**Dataset entries**
-------

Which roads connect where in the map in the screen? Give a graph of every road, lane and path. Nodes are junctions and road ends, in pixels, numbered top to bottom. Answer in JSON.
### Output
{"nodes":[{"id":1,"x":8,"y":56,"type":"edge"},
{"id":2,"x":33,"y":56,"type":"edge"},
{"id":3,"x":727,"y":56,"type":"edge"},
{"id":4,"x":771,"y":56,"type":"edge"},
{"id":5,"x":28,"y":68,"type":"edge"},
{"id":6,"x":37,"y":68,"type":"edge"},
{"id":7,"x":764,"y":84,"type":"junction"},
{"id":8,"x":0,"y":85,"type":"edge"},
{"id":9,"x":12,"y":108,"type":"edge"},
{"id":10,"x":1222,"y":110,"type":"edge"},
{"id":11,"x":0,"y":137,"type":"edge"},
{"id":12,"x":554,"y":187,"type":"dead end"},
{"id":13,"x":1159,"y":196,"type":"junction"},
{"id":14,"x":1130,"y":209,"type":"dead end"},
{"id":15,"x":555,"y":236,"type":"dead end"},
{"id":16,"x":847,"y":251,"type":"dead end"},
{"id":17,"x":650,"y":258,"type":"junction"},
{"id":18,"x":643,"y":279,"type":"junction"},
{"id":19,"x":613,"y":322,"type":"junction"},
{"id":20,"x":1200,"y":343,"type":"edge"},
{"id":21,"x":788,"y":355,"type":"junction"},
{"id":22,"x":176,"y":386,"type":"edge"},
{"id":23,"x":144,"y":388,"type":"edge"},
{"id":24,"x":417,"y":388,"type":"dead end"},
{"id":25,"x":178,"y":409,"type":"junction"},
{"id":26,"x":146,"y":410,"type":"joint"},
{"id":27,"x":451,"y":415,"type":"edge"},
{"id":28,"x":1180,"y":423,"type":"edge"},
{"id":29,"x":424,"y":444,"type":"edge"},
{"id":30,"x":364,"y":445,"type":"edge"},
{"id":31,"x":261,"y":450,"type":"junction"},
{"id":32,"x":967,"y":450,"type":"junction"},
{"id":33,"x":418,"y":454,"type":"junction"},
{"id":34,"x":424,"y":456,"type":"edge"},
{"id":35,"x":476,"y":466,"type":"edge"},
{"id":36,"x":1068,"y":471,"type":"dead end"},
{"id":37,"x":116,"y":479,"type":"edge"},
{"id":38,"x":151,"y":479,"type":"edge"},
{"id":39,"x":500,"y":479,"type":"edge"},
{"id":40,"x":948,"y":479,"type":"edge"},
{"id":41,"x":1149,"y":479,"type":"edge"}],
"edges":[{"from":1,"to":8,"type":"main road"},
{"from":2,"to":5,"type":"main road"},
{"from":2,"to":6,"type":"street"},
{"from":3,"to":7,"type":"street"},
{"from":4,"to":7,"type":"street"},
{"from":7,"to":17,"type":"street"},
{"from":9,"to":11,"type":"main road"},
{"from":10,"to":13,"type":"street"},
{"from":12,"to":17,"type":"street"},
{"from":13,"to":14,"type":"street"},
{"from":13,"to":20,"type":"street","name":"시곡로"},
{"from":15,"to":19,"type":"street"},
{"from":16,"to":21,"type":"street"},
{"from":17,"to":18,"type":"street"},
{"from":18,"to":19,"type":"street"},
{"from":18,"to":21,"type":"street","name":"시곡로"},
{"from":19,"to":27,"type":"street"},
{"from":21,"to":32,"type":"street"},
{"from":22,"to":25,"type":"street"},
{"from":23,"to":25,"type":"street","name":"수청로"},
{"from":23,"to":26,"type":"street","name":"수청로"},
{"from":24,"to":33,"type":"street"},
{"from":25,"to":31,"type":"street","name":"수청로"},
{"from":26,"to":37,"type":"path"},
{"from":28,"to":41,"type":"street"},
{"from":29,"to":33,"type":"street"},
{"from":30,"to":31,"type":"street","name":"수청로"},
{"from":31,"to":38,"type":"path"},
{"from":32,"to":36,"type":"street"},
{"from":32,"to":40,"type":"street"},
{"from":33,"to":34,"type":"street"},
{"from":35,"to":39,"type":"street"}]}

-------

**WORK REQUIRED**
If a line appears above, it belongs in your answer, printed exactly.

**FINISHED EXERCISE**
Which roads connect where in the map in the screen? Give a graph of every road, lane and path. Nodes are junctions and road ends, in pixels, numbered top to bottom. Answer in JSON.
### Output
{"nodes":[{"id":1,"x":8,"y":56,"type":"edge"},
{"id":2,"x":33,"y":56,"type":"edge"},
{"id":3,"x":727,"y":56,"type":"edge"},
{"id":4,"x":771,"y":56,"type":"edge"},
{"id":5,"x":28,"y":68,"type":"edge"},
{"id":6,"x":37,"y":68,"type":"edge"},
{"id":7,"x":764,"y":84,"type":"junction"},
{"id":8,"x":0,"y":85,"type":"edge"},
{"id":9,"x":12,"y":108,"type":"edge"},
{"id":10,"x":1222,"y":110,"type":"edge"},
{"id":11,"x":0,"y":137,"type":"edge"},
{"id":12,"x":554,"y":187,"type":"dead end"},
{"id":13,"x":1159,"y":196,"type":"junction"},
{"id":14,"x":1130,"y":209,"type":"dead end"},
{"id":15,"x":555,"y":236,"type":"dead end"},
{"id":16,"x":847,"y":251,"type":"dead end"},
{"id":17,"x":650,"y":258,"type":"junction"},
{"id":18,"x":643,"y":279,"type":"junction"},
{"id":19,"x":613,"y":322,"type":"junction"},
{"id":20,"x":1200,"y":343,"type":"edge"},
{"id":21,"x":788,"y":355,"type":"junction"},
{"id":22,"x":176,"y":386,"type":"edge"},
{"id":23,"x":144,"y":388,"type":"edge"},
{"id":24,"x":417,"y":388,"type":"dead end"},
{"id":25,"x":178,"y":409,"type":"junction"},
{"id":26,"x":146,"y":410,"type":"joint"},
{"id":27,"x":451,"y":415,"type":"edge"},
{"id":28,"x":1180,"y":423,"type":"edge"},
{"id":29,"x":424,"y":444,"type":"edge"},
{"id":30,"x":364,"y":445,"type":"edge"},
{"id":31,"x":261,"y":450,"type":"junction"},
{"id":32,"x":967,"y":450,"type":"junction"},
{"id":33,"x":418,"y":454,"type":"junction"},
{"id":34,"x":424,"y":456,"type":"edge"},
{"id":35,"x":476,"y":466,"type":"edge"},
{"id":36,"x":1068,"y":471,"type":"dead end"},
{"id":37,"x":116,"y":479,"type":"edge"},
{"id":38,"x":151,"y":479,"type":"edge"},
{"id":39,"x":500,"y":479,"type":"edge"},
{"id":40,"x":948,"y":479,"type":"edge"},
{"id":41,"x":1149,"y":479,"type":"edge"}],
"edges":[{"from":1,"to":8,"type":"main road"},
{"from":2,"to":5,"type":"main road"},
{"from":2,"to":6,"type":"street"},
{"from":3,"to":7,"type":"street"},
{"from":4,"to":7,"type":"street"},
{"from":7,"to":17,"type":"street"},
{"from":9,"to":11,"type":"main road"},
{"from":10,"to":13,"type":"street"},
{"from":12,"to":17,"type":"street"},
{"from":13,"to":14,"type":"street"},
{"from":13,"to":20,"type":"street","name":"시곡로"},
{"from":15,"to":19,"type":"street"},
{"from":16,"to":21,"type":"street"},
{"from":17,"to":18,"type":"street"},
{"from":18,"to":19,"type":"street"},
{"from":18,"to":21,"type":"street","name":"시곡로"},
{"from":19,"to":27,"type":"street"},
{"from":21,"to":32,"type":"street"},
{"from":22,"to":25,"type":"street"},
{"from":23,"to":25,"type":"street","name":"수청로"},
{"from":23,"to":26,"type":"street","name":"수청로"},
{"from":24,"to":33,"type":"street"},
{"from":25,"to":31,"type":"street","name":"수청로"},
{"from":26,"to":37,"type":"path"},
{"from":28,"to":41,"type":"street"},
{"from":29,"to":33,"type":"street"},
{"from":30,"to":31,"type":"street","name":"수청로"},
{"from":31,"to":38,"type":"path"},
{"from":32,"to":36,"type":"street"},
{"from":32,"to":40,"type":"street"},
{"from":33,"to":34,"type":"street"},
{"from":35,"to":39,"type":"street"}]}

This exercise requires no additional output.